Opening Statement of Hon. John J. Hall, Chairman, and a Representative in Congress from the State of New York
This is the third hearing this Subcommittee has held regarding VA’s claims processing system. As we have discussed before, this system has not lived up to expectations and has left many disabled veterans without proper and timely compensation and other benefits.
At the heart of this system is the VA Schedule for Rating Disabilities (or VASRD). The Rating Schedule, as we know it today is divided into 14 body systems, which incorporate approximately 700 codes that describe illness or injury symptoms and levels of severity. Ratings range from 0 to 100 percent and are in increments of 10. This schedule was uniquely developed for use by VA, but the Defense Department has also mandated its use when the service branches conduct evaluation boards on service members who are unfit for duty. Otherwise, it is not used by any other governmental agencies or private sector disability plans.
In its study, the Veterans’ Disability Benefits Commission (VDBC) concluded that the VA Rating Schedule has not been comprehensively updated since 1945. Although sections of it have been modified, no overall review has been satisfactorily conducted leaving some parts of the schedule out of date, relying on arcane medical practices, and not in sync with modern disability concepts. The notion of a Rating Schedule was first crafted in 1917, so that returning World War I veterans could be cared for when they could no longer function in their pre-war occupations. At the time, the American economy was primarily agricultural based and labor intensive. Today’s economy is different and the effects of disability are understood to be greater than the average loss of earning capacity. Many disability specialists agree that quality of life, functionality, and social adaptation are just as important. Our nation’s disabled veterans deserve to have a system that is based on the most available and relevant medical knowledge.
There are several issues pertaining to the Rating Schedule I hope to have us discuss today:
First would be the need to remove out-of-date and archaic criteria that is still part of the schedule for some conditions and replace them with current medical and psychiatric evaluation instruments for determining and understanding disabilities. The medical community relies on codes from the International Classification of Diseases and the Diagnostic and Statistical Manual of Mental Disorders. Should the VBA be relying on these and other AMA guides as well?
Individual Unemployability (IU) as a rating gives VA an alternative means by which to compensate veterans who cannot sustain gainful occupation, but might not otherwise be rated 100 percent. The Government Accountability Office found that the use of IU was ineffective and inefficient since it relies on old data, outdated criteria, and lacks guidance. The VDBC, IOM, and CNA also studied IU and expressed their concerns over how it is utilized instead of scheduled ratings. I look forward to hearing more from them today.
The criteria for psychiatric disabilities, especially for Posttraumatic Stress Disorder (PTSD) are in dire need of expansion.

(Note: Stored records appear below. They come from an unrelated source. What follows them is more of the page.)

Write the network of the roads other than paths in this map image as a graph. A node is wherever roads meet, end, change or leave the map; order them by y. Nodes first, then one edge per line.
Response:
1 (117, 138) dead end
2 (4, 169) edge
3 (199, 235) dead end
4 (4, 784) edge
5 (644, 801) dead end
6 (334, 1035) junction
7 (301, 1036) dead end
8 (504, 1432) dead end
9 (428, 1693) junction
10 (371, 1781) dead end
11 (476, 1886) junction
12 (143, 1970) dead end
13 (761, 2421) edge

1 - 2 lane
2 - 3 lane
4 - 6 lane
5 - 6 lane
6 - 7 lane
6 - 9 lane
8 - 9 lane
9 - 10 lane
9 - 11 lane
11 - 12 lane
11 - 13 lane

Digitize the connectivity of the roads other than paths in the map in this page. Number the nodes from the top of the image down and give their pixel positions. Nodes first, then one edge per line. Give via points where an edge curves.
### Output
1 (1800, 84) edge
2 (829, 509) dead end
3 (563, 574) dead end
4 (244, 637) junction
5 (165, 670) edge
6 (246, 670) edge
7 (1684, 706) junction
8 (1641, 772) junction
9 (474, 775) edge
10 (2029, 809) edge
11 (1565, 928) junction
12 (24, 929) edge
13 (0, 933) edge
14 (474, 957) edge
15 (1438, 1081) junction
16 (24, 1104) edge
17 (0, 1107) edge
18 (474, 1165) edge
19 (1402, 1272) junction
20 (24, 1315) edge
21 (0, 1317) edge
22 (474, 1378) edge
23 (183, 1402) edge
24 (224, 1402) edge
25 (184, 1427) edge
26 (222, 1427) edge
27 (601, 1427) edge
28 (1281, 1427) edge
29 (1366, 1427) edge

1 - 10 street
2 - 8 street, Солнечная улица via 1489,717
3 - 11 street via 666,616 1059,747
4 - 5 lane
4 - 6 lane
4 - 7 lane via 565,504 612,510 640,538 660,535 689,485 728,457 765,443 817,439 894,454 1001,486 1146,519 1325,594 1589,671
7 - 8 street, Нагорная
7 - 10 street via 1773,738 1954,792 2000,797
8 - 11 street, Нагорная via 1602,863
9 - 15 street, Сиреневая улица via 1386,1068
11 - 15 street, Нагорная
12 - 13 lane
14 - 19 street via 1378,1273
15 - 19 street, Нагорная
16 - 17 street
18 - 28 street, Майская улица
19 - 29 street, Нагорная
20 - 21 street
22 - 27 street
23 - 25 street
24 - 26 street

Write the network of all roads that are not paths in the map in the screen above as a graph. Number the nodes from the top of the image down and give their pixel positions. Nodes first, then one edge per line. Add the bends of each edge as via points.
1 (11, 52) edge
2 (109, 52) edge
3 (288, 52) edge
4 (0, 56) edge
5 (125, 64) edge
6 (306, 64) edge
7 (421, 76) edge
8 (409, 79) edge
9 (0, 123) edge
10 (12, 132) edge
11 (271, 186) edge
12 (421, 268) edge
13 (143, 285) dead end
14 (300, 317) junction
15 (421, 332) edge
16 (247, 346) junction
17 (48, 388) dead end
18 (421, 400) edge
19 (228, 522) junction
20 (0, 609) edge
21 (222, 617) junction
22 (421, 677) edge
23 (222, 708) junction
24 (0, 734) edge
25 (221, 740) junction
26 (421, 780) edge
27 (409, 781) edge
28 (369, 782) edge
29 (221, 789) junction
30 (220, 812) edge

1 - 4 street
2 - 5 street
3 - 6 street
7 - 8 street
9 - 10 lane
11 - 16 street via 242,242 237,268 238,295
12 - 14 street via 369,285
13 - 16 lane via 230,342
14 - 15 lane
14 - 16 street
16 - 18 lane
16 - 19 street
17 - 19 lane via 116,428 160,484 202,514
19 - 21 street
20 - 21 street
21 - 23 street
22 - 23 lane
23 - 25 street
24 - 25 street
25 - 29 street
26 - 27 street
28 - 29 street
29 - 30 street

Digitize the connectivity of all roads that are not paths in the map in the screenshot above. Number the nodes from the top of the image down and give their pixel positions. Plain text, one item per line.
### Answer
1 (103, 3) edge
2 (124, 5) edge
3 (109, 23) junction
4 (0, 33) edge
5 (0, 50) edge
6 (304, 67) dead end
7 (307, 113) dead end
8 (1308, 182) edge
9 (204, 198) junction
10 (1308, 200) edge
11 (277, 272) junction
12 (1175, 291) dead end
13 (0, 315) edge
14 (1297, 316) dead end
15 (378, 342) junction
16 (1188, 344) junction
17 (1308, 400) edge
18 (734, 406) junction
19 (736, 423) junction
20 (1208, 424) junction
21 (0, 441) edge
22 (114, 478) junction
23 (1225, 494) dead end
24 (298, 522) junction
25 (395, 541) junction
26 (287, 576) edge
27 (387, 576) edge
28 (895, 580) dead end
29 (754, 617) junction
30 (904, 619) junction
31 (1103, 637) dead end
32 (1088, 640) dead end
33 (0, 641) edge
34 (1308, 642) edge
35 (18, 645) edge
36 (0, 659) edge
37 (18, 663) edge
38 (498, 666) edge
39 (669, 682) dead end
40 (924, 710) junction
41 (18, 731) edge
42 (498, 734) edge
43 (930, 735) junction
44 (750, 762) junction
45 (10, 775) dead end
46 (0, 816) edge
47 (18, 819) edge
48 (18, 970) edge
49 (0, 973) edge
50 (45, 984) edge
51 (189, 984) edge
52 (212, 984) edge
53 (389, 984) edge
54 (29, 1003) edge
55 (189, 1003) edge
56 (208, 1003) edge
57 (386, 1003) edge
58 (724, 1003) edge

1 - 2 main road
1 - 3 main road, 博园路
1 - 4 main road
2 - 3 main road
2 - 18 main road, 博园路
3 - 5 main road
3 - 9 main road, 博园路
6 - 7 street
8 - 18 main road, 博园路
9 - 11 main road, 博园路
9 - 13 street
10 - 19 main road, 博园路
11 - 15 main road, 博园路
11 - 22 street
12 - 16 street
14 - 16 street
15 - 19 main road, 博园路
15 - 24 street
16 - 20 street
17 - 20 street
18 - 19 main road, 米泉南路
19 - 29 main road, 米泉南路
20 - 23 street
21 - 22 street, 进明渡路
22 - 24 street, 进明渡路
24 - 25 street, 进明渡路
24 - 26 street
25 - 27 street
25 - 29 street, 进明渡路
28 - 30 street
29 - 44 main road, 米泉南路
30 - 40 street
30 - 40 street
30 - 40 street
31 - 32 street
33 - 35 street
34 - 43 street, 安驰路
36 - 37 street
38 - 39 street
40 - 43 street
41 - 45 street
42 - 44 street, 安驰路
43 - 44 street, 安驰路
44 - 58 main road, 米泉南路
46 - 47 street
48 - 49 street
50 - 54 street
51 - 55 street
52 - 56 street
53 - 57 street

The current Rating Schedule has only one schedule for all of mental health, which is based on the Global Assessment of Functioning Scale (GAF). The IOM noted that one of the many problems with GAF is that it was developed for Schizophrenia, therefore not as accurate for other disorders and recommended that VA replace it as a diagnostic tool. I am especially concerned about this issue and how it pertains to PTSD and other mental disorders.
The VDBC also recommended that traumatic brain injury (TBI) be a priority area of concentration, and for VA to improve the neurological criteria for TBI, which has become one of the signature injuries of this war.
I know there has been much discussion on how to compensate veterans for their quality of life losses. Both the VDBC and the Dole/Shalala Reports recommended that this be a new category added to the Rating Schedule in some fashion. But, they did not necessarily agree or provide clear guidance on how to do this or whether the current system does so implicitly. So, next steps are still needed.
Presumptions have had a major impact on VA compensation over the last few decades for conditions related to Ionizing Radiation, Agent Orange and the Gulf War. The IOM therefore engaged in a lengthy study for the VDBC on presumptions and recommended that there be evidence-based criteria, which could impact the Rating Schedule. I commend Secretary Peake for changing the regulation on PTSD, but we also might want to add a presumption that combat zone service is a stressor when evaluating PTSD.
I look forward to the testimony today on these complex Rating Schedule issues. I know there is a lot to be done to improve the VA claims processing system, but with the Rating Schedule at the core of the process, it seems that the centerpiece is in need of immediate comprehensive repair, which I intend to advocate.
I look forward to working with Ranking Member Lamborn and the members of this Subcommittee in providing oversight for the VA Schedule for Rating Disabilities. VA needs the right tools to do the right thing, so our nation’s disabled veterans get the right assistance.